Çocukluk dendiğinde pek çoğumuzun aklına ilk gelen oyuncaklardır. Sunay Akın da aynı yolu izleyerek, “ Kırdığımız Oyuncaklar” isimli kitabında oyuncakları anlatıyor. Bana beni, çocukluğumu anlattı. Okurken kendimden geçtim. Yazar, oyuncakları yazmakla yetinmeyerek İstanbul’da bir “ Oyuncak Müzesi” hazırlamış. İlk fırsatta İstanbul’a gidince arayıp bulacağım. Kurşun Asker’lerden, kumbaraya, tahta attan pilli trenlere uzanan bir müze...
Yazar, o yıllardaki kumbaraları bir düş gemisine benzetiyor. Ama batan bir düş gemisine... Çünkü almayı hayal ettiği hiçbir şey alınmıyor ve büyükler tarafından o paralara el konuyor. Ya da adına “biriktirme” denilen, çocuk aklıyla anlamsız bir şey için dokunulmaz oluveriyor. Umutların kar gibi eriyivermesi, ne kadar kötü bir son...

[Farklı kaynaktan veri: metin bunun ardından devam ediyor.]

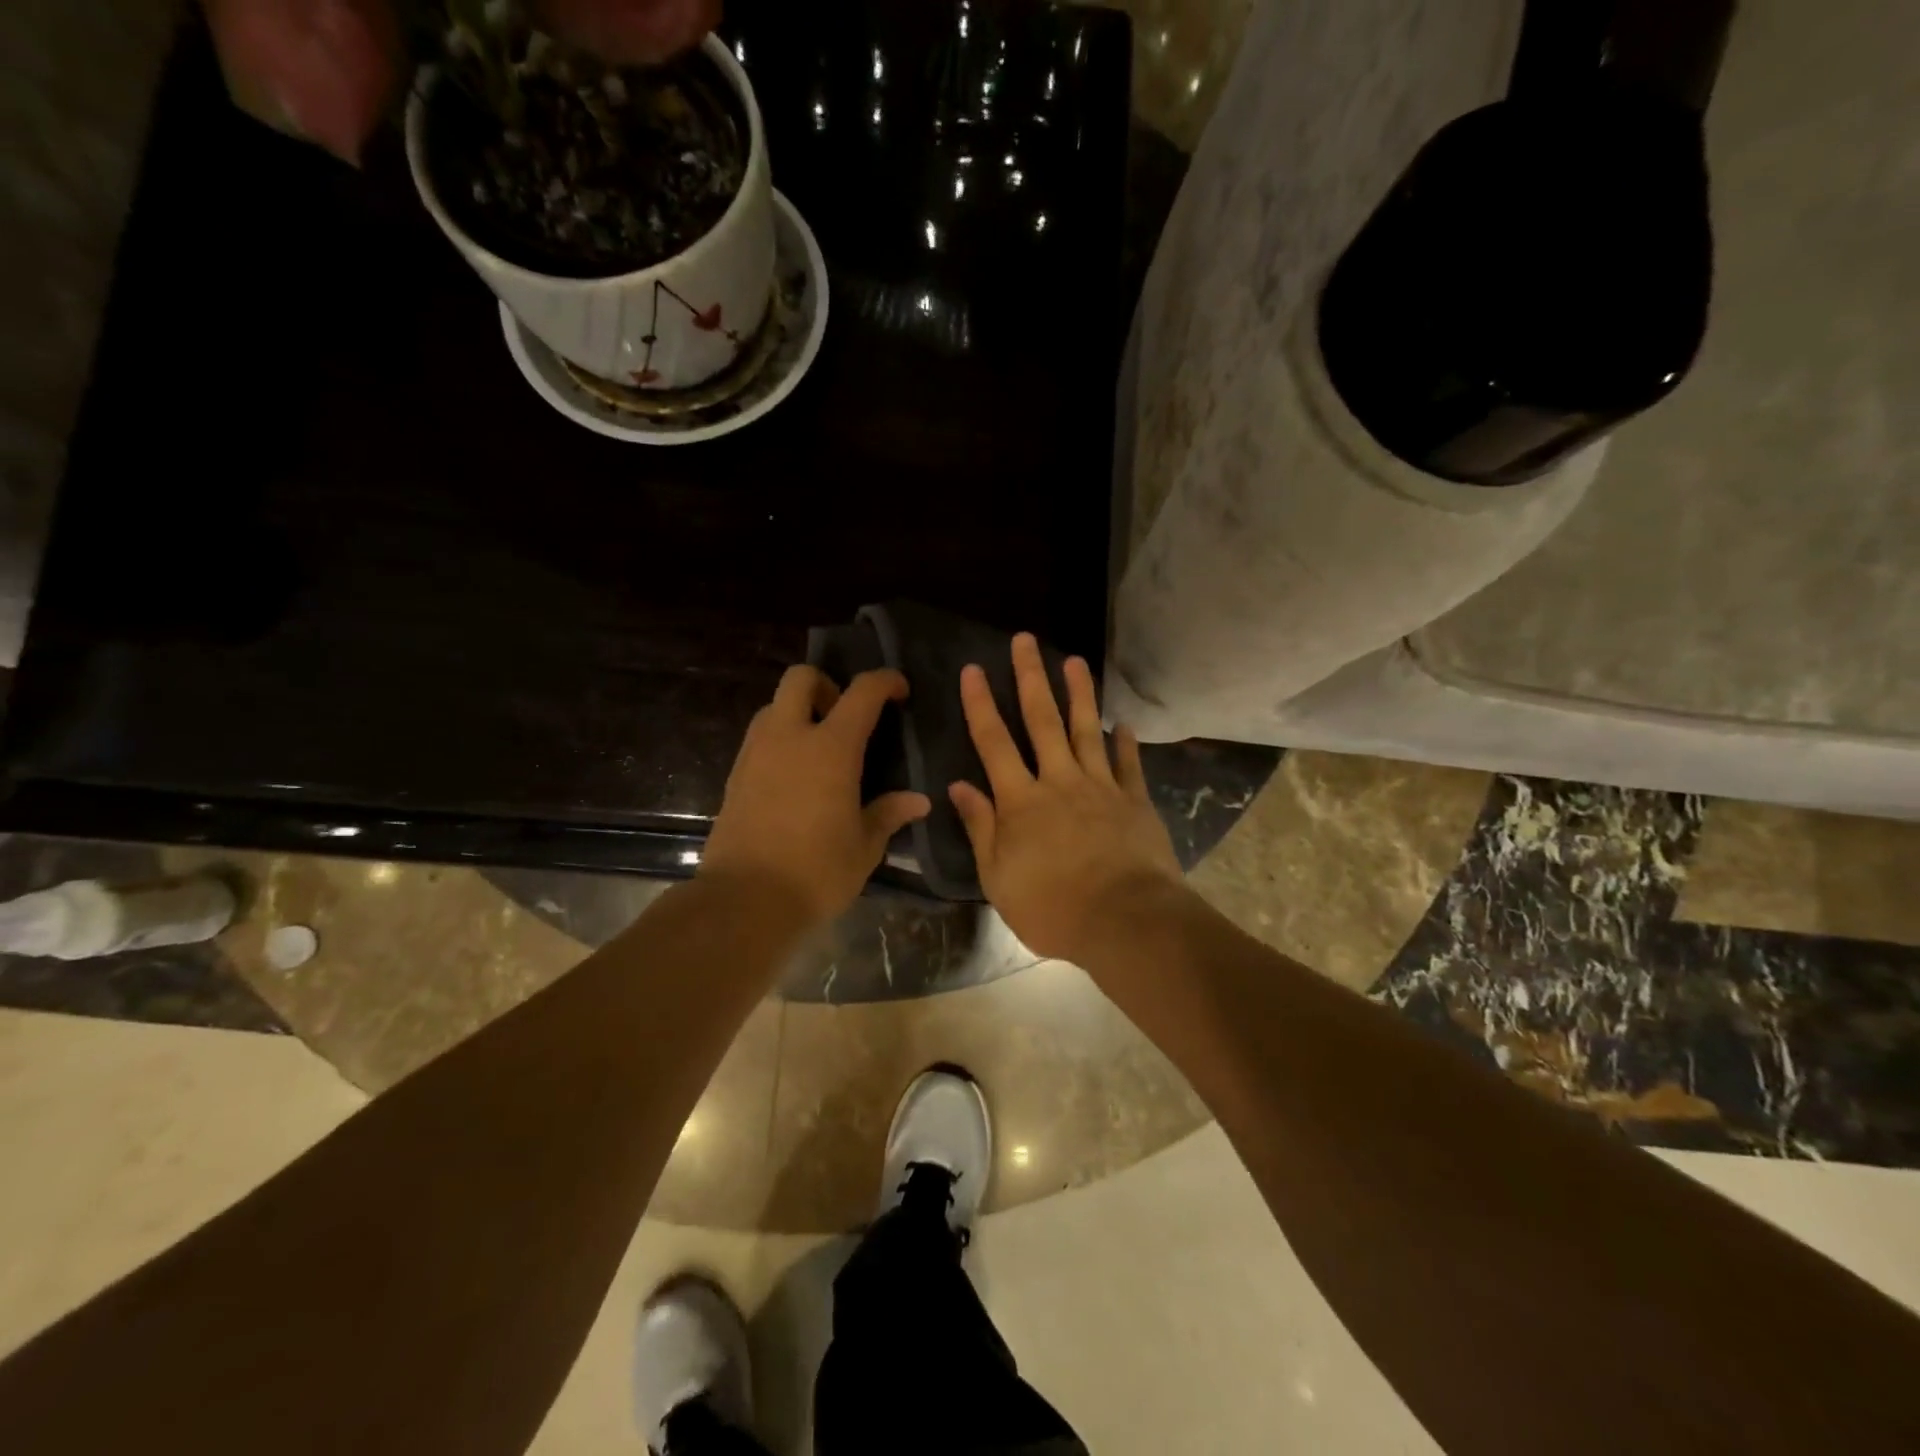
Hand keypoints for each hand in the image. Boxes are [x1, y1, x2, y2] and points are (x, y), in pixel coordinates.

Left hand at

Kitabı okurken sık sık yaptığım bir şeyi tekrarladım. Gözlerimi kapatıp çocukluğuma döndüm. Ne zaman böyle yapsam, anıların sağanağı altında sırılsıklam olurum. Bazen gözlerim dolar, dudaklarım bükülür; bazen de o anların gölgesinde mutluluk ülkemi bulurum...

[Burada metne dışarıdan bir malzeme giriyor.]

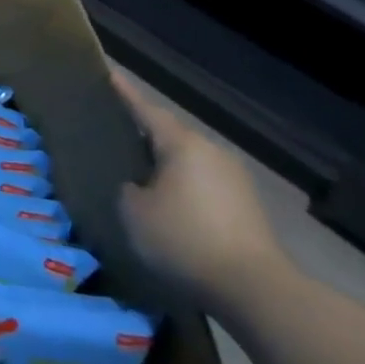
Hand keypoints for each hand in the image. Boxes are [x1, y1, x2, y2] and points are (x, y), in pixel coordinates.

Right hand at [112, 69, 287, 310]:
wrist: (255, 290)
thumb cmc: (184, 239)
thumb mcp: (133, 212)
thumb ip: (126, 189)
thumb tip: (135, 186)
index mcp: (182, 144)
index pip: (146, 110)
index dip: (125, 93)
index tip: (109, 74)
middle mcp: (211, 152)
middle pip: (170, 135)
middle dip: (145, 133)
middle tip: (117, 132)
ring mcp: (234, 179)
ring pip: (188, 160)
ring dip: (165, 164)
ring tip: (140, 171)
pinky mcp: (246, 207)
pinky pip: (203, 184)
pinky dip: (182, 186)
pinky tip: (169, 204)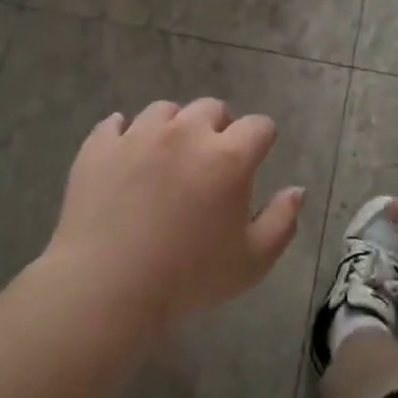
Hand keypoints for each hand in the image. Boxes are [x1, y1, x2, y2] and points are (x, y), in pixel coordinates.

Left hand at [45, 98, 304, 332]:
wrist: (106, 289)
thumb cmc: (188, 279)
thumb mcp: (252, 261)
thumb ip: (282, 221)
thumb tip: (297, 189)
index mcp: (228, 156)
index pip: (259, 126)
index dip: (261, 141)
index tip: (254, 161)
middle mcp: (185, 133)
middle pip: (212, 108)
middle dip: (218, 129)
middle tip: (210, 163)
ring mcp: (139, 134)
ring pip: (165, 111)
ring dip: (174, 127)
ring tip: (167, 159)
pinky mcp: (100, 146)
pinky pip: (116, 124)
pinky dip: (125, 135)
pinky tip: (126, 156)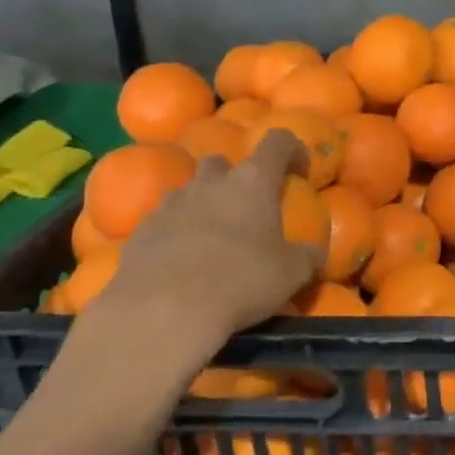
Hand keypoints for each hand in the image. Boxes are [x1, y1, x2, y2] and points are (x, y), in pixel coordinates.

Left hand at [93, 130, 321, 372]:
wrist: (161, 313)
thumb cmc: (240, 281)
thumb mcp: (292, 273)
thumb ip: (307, 256)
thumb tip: (315, 253)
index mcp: (253, 182)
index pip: (278, 141)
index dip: (293, 149)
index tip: (300, 171)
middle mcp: (210, 183)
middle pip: (222, 161)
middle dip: (235, 177)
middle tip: (247, 207)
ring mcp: (170, 204)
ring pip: (188, 189)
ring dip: (202, 203)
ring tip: (212, 236)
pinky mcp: (139, 232)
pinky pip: (162, 221)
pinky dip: (175, 232)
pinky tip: (181, 261)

Benim çocukluğumda çeşit çeşit oyuncaklar ne gezer! Olsa olsa yaratıcılığın sınırlarını zorlayan bez ya da süpürgeden yapılan bebekler... Mısır tarlalarında, koçandan yapılan, mısır püsküllü sarı saçlı bebekler bir de... Olanca ihtişamı ile hayal gücümüzün yarattığı oyuncaklar. Aslında çocuklarımıza hayallerinde tamamlayacakları oyuncakları seçmeliyiz. Bir tahta parçası, onların dünyasında kolayca bir at, bir araba ya da ev oluverir. Yaratıcılıkları gelişir böylece.
Geçenlerde gelincik resmi gördüm bir dergide... Beni çok gerilere, çocukluğuma götürdü. Biz, gelincik çiçeğinden bebekler yapardık ve inanın çok güzel olurdu. Bunun için önce tomurcuk halinde, kocaman bir gelincik bulmalısınız. Biraz yırtılıp kırmızı elbisesi dışarı çıkmış olanı, bu iş için tam biçilmiş kaftandır. Dikkatlice aralıktan elbisesini yavaş yavaş çıkarırsınız. Bu inanılmaz bir görüntüdür... Kırışık, kabarık bir gece elbisesi gibi... Ardından açmış bir gelinciğin, hatta dökülmek üzere olanın ortasını alırsınız; o da tepesindeki siyah incecik tellerle tam bir baş olur. Gelinciğin sapına onu taktınız mı, dünyanın en güzel bebeği sizin olur. Nasıl ama? Harika değil mi? Bahar gelince, mutlaka siz de gelincikten bir bebek yapın...
Sanırım içimizdeki çocuk böyle olunca hiç büyümüyor. Geçmişi üzülmek için değil, mutluluk duymak için hatırlamalı insan. Ya da düne göre bugün ne kadar güzel şeylere sahip olduğunu anlamak adına yapmalı bu yolculuğu... Güzel anılarınıza her gün bir yenisini ekleyin olur mu?